____ Data

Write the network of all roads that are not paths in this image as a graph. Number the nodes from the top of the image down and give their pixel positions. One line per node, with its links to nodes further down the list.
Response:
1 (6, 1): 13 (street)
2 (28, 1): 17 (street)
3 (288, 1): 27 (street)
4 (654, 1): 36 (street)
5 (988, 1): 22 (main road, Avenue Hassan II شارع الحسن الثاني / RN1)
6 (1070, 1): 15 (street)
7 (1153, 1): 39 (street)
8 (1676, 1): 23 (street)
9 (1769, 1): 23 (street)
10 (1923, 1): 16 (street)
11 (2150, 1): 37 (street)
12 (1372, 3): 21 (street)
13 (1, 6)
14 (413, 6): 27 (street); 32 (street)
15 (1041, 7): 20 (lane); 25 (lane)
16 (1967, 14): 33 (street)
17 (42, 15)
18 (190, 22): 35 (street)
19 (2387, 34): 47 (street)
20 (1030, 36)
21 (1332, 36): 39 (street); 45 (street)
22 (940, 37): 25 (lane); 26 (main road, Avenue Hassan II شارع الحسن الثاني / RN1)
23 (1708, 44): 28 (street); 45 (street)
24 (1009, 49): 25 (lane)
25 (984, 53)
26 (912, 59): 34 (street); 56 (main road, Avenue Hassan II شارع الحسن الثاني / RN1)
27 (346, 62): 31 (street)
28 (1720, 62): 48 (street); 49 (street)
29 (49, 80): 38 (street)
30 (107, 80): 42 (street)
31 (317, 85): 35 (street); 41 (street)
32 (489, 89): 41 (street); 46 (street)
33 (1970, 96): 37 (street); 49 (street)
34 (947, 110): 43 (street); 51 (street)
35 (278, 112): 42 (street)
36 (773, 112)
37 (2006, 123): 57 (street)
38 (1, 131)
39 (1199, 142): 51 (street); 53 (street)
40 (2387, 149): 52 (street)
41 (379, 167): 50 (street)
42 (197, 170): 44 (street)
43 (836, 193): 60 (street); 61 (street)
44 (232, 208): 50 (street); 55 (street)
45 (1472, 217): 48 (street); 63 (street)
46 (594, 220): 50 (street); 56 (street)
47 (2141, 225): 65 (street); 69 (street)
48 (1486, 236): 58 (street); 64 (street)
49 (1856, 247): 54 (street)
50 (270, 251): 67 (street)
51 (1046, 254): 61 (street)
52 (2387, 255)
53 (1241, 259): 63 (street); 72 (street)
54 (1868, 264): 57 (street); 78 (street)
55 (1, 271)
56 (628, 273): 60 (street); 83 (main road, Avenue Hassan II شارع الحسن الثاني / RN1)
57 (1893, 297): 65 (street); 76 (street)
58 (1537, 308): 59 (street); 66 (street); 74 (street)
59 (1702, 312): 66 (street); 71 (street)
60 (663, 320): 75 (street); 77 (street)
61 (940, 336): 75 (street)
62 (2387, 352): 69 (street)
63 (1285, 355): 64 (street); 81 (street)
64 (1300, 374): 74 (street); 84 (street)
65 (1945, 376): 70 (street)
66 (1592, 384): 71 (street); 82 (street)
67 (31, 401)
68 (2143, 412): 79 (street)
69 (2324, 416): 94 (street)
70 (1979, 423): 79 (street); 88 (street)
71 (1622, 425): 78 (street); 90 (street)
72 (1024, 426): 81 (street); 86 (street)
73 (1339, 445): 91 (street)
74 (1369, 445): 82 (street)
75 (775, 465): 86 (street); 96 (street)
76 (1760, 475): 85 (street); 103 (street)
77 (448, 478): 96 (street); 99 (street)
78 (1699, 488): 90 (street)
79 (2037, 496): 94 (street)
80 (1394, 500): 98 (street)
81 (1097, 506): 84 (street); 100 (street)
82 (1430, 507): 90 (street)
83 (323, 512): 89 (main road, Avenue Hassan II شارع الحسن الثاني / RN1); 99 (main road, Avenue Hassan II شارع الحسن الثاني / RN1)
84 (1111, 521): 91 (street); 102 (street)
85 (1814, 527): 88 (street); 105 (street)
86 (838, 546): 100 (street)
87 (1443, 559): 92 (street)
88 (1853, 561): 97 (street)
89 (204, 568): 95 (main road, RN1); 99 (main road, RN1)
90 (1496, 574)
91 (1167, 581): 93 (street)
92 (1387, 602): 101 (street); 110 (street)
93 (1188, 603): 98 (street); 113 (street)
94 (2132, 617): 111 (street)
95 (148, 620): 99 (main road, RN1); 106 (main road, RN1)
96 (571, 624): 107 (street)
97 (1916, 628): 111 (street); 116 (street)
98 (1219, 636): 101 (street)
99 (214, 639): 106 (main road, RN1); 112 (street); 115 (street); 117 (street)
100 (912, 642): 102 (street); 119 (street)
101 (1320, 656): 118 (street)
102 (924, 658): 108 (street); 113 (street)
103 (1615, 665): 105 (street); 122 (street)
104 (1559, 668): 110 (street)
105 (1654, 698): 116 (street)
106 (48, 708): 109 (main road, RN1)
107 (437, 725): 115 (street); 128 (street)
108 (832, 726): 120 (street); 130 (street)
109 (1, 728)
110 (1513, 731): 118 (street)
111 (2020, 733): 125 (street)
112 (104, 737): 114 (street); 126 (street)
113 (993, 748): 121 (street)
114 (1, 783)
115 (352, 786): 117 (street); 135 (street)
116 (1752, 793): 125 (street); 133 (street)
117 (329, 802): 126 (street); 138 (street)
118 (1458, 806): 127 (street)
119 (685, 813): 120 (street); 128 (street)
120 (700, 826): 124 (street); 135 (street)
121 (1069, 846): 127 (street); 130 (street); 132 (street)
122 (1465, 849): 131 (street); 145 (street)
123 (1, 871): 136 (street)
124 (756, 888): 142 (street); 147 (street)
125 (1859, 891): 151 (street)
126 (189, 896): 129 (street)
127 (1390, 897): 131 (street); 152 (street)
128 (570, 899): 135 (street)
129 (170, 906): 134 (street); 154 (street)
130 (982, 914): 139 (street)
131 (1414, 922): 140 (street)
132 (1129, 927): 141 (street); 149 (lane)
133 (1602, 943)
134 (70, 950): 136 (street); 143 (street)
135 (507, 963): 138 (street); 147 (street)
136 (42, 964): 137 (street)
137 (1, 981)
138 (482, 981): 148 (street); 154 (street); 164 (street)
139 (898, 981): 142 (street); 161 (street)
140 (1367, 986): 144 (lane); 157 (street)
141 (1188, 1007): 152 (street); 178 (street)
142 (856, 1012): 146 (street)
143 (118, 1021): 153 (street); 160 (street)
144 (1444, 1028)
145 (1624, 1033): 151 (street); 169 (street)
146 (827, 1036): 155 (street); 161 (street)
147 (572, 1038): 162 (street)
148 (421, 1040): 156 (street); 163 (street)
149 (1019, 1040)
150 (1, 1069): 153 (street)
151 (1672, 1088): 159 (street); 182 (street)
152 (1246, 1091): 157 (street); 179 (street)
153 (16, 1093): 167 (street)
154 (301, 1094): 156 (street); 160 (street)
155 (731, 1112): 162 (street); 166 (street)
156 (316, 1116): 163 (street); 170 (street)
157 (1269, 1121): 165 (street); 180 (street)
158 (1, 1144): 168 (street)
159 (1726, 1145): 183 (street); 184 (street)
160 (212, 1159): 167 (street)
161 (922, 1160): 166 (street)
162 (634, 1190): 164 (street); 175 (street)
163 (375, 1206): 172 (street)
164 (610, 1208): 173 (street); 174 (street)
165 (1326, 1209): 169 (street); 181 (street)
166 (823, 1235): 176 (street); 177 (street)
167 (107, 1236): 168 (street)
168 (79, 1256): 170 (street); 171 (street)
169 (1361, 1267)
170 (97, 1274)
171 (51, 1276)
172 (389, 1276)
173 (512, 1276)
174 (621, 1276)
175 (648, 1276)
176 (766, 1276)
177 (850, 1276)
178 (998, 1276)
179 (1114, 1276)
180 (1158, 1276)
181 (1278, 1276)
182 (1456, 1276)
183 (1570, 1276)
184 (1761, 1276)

________

* [Prompt] When you answer, return the records above exactly as they stand.

* [Exercise result]
Write the network of all roads that are not paths in this image as a graph. Number the nodes from the top of the image down and give their pixel positions. One line per node, with its links to nodes further down the list.
Response:
1 (6, 1): 13 (street)
2 (28, 1): 17 (street)
3 (288, 1): 27 (street)
4 (654, 1): 36 (street)
5 (988, 1): 22 (main road, Avenue Hassan II شارع الحسن الثاني / RN1)
6 (1070, 1): 15 (street)
7 (1153, 1): 39 (street)
8 (1676, 1): 23 (street)
9 (1769, 1): 23 (street)
10 (1923, 1): 16 (street)
11 (2150, 1): 37 (street)
12 (1372, 3): 21 (street)
13 (1, 6)
14 (413, 6): 27 (street); 32 (street)
15 (1041, 7): 20 (lane); 25 (lane)
16 (1967, 14): 33 (street)
17 (42, 15)
18 (190, 22): 35 (street)
19 (2387, 34): 47 (street)
20 (1030, 36)
21 (1332, 36): 39 (street); 45 (street)
22 (940, 37): 25 (lane); 26 (main road, Avenue Hassan II شارع الحسن الثاني / RN1)
23 (1708, 44): 28 (street); 45 (street)
24 (1009, 49): 25 (lane)
25 (984, 53)
26 (912, 59): 34 (street); 56 (main road, Avenue Hassan II شارع الحسن الثاني / RN1)
27 (346, 62): 31 (street)
28 (1720, 62): 48 (street); 49 (street)
29 (49, 80): 38 (street)
30 (107, 80): 42 (street)
31 (317, 85): 35 (street); 41 (street)
32 (489, 89): 41 (street); 46 (street)
33 (1970, 96): 37 (street); 49 (street)
34 (947, 110): 43 (street); 51 (street)
35 (278, 112): 42 (street)
36 (773, 112)
37 (2006, 123): 57 (street)
38 (1, 131)
39 (1199, 142): 51 (street); 53 (street)
40 (2387, 149): 52 (street)
41 (379, 167): 50 (street)
42 (197, 170): 44 (street)
43 (836, 193): 60 (street); 61 (street)
44 (232, 208): 50 (street); 55 (street)
45 (1472, 217): 48 (street); 63 (street)
46 (594, 220): 50 (street); 56 (street)
47 (2141, 225): 65 (street); 69 (street)
48 (1486, 236): 58 (street); 64 (street)
49 (1856, 247): 54 (street)
50 (270, 251): 67 (street)
51 (1046, 254): 61 (street)
52 (2387, 255)
53 (1241, 259): 63 (street); 72 (street)
54 (1868, 264): 57 (street); 78 (street)
55 (1, 271)
56 (628, 273): 60 (street); 83 (main road, Avenue Hassan II شارع الحسن الثاني / RN1)
57 (1893, 297): 65 (street); 76 (street)
58 (1537, 308): 59 (street); 66 (street); 74 (street)
59 (1702, 312): 66 (street); 71 (street)
60 (663, 320): 75 (street); 77 (street)
61 (940, 336): 75 (street)
62 (2387, 352): 69 (street)
63 (1285, 355): 64 (street); 81 (street)
64 (1300, 374): 74 (street); 84 (street)
65 (1945, 376): 70 (street)
66 (1592, 384): 71 (street); 82 (street)
67 (31, 401)
68 (2143, 412): 79 (street)
69 (2324, 416): 94 (street)
70 (1979, 423): 79 (street); 88 (street)
71 (1622, 425): 78 (street); 90 (street)
72 (1024, 426): 81 (street); 86 (street)
73 (1339, 445): 91 (street)
74 (1369, 445): 82 (street)
75 (775, 465): 86 (street); 96 (street)
76 (1760, 475): 85 (street); 103 (street)
77 (448, 478): 96 (street); 99 (street)
78 (1699, 488): 90 (street)
79 (2037, 496): 94 (street)
80 (1394, 500): 98 (street)
81 (1097, 506): 84 (street); 100 (street)
82 (1430, 507): 90 (street)
83 (323, 512): 89 (main road, Avenue Hassan II شارع الحسن الثاني / RN1); 99 (main road, Avenue Hassan II شارع الحسن الثاني / RN1)
84 (1111, 521): 91 (street); 102 (street)
85 (1814, 527): 88 (street); 105 (street)
86 (838, 546): 100 (street)
87 (1443, 559): 92 (street)
88 (1853, 561): 97 (street)
89 (204, 568): 95 (main road, RN1); 99 (main road, RN1)
90 (1496, 574)
91 (1167, 581): 93 (street)
92 (1387, 602): 101 (street); 110 (street)
93 (1188, 603): 98 (street); 113 (street)
94 (2132, 617): 111 (street)
95 (148, 620): 99 (main road, RN1); 106 (main road, RN1)
96 (571, 624): 107 (street)
97 (1916, 628): 111 (street); 116 (street)
98 (1219, 636): 101 (street)
99 (214, 639): 106 (main road, RN1); 112 (street); 115 (street); 117 (street)
100 (912, 642): 102 (street); 119 (street)
101 (1320, 656): 118 (street)
102 (924, 658): 108 (street); 113 (street)
103 (1615, 665): 105 (street); 122 (street)
104 (1559, 668): 110 (street)
105 (1654, 698): 116 (street)
106 (48, 708): 109 (main road, RN1)
107 (437, 725): 115 (street); 128 (street)
108 (832, 726): 120 (street); 130 (street)
109 (1, 728)
110 (1513, 731): 118 (street)
111 (2020, 733): 125 (street)
112 (104, 737): 114 (street); 126 (street)
113 (993, 748): 121 (street)
114 (1, 783)
115 (352, 786): 117 (street); 135 (street)
116 (1752, 793): 125 (street); 133 (street)
117 (329, 802): 126 (street); 138 (street)
118 (1458, 806): 127 (street)
119 (685, 813): 120 (street); 128 (street)
120 (700, 826): 124 (street); 135 (street)
121 (1069, 846): 127 (street); 130 (street); 132 (street)
122 (1465, 849): 131 (street); 145 (street)
123 (1, 871): 136 (street)
124 (756, 888): 142 (street); 147 (street)
125 (1859, 891): 151 (street)
126 (189, 896): 129 (street)
127 (1390, 897): 131 (street); 152 (street)
128 (570, 899): 135 (street)
129 (170, 906): 134 (street); 154 (street)
130 (982, 914): 139 (street)
131 (1414, 922): 140 (street)
132 (1129, 927): 141 (street); 149 (lane)
133 (1602, 943)
134 (70, 950): 136 (street); 143 (street)
135 (507, 963): 138 (street); 147 (street)
136 (42, 964): 137 (street)
137 (1, 981)
138 (482, 981): 148 (street); 154 (street); 164 (street)
139 (898, 981): 142 (street); 161 (street)
140 (1367, 986): 144 (lane); 157 (street)
141 (1188, 1007): 152 (street); 178 (street)
142 (856, 1012): 146 (street)
143 (118, 1021): 153 (street); 160 (street)
144 (1444, 1028)
145 (1624, 1033): 151 (street); 169 (street)
146 (827, 1036): 155 (street); 161 (street)
147 (572, 1038): 162 (street)
148 (421, 1040): 156 (street); 163 (street)
149 (1019, 1040)
150 (1, 1069): 153 (street)
151 (1672, 1088): 159 (street); 182 (street)
152 (1246, 1091): 157 (street); 179 (street)
153 (16, 1093): 167 (street)
154 (301, 1094): 156 (street); 160 (street)
155 (731, 1112): 162 (street); 166 (street)
156 (316, 1116): 163 (street); 170 (street)
157 (1269, 1121): 165 (street); 180 (street)
158 (1, 1144): 168 (street)
159 (1726, 1145): 183 (street); 184 (street)
160 (212, 1159): 167 (street)
161 (922, 1160): 166 (street)
162 (634, 1190): 164 (street); 175 (street)
163 (375, 1206): 172 (street)
164 (610, 1208): 173 (street); 174 (street)
165 (1326, 1209): 169 (street); 181 (street)
166 (823, 1235): 176 (street); 177 (street)
167 (107, 1236): 168 (street)
168 (79, 1256): 170 (street); 171 (street)
169 (1361, 1267)
170 (97, 1274)
171 (51, 1276)
172 (389, 1276)
173 (512, 1276)
174 (621, 1276)
175 (648, 1276)
176 (766, 1276)
177 (850, 1276)
178 (998, 1276)
179 (1114, 1276)
180 (1158, 1276)
181 (1278, 1276)
182 (1456, 1276)
183 (1570, 1276)
184 (1761, 1276)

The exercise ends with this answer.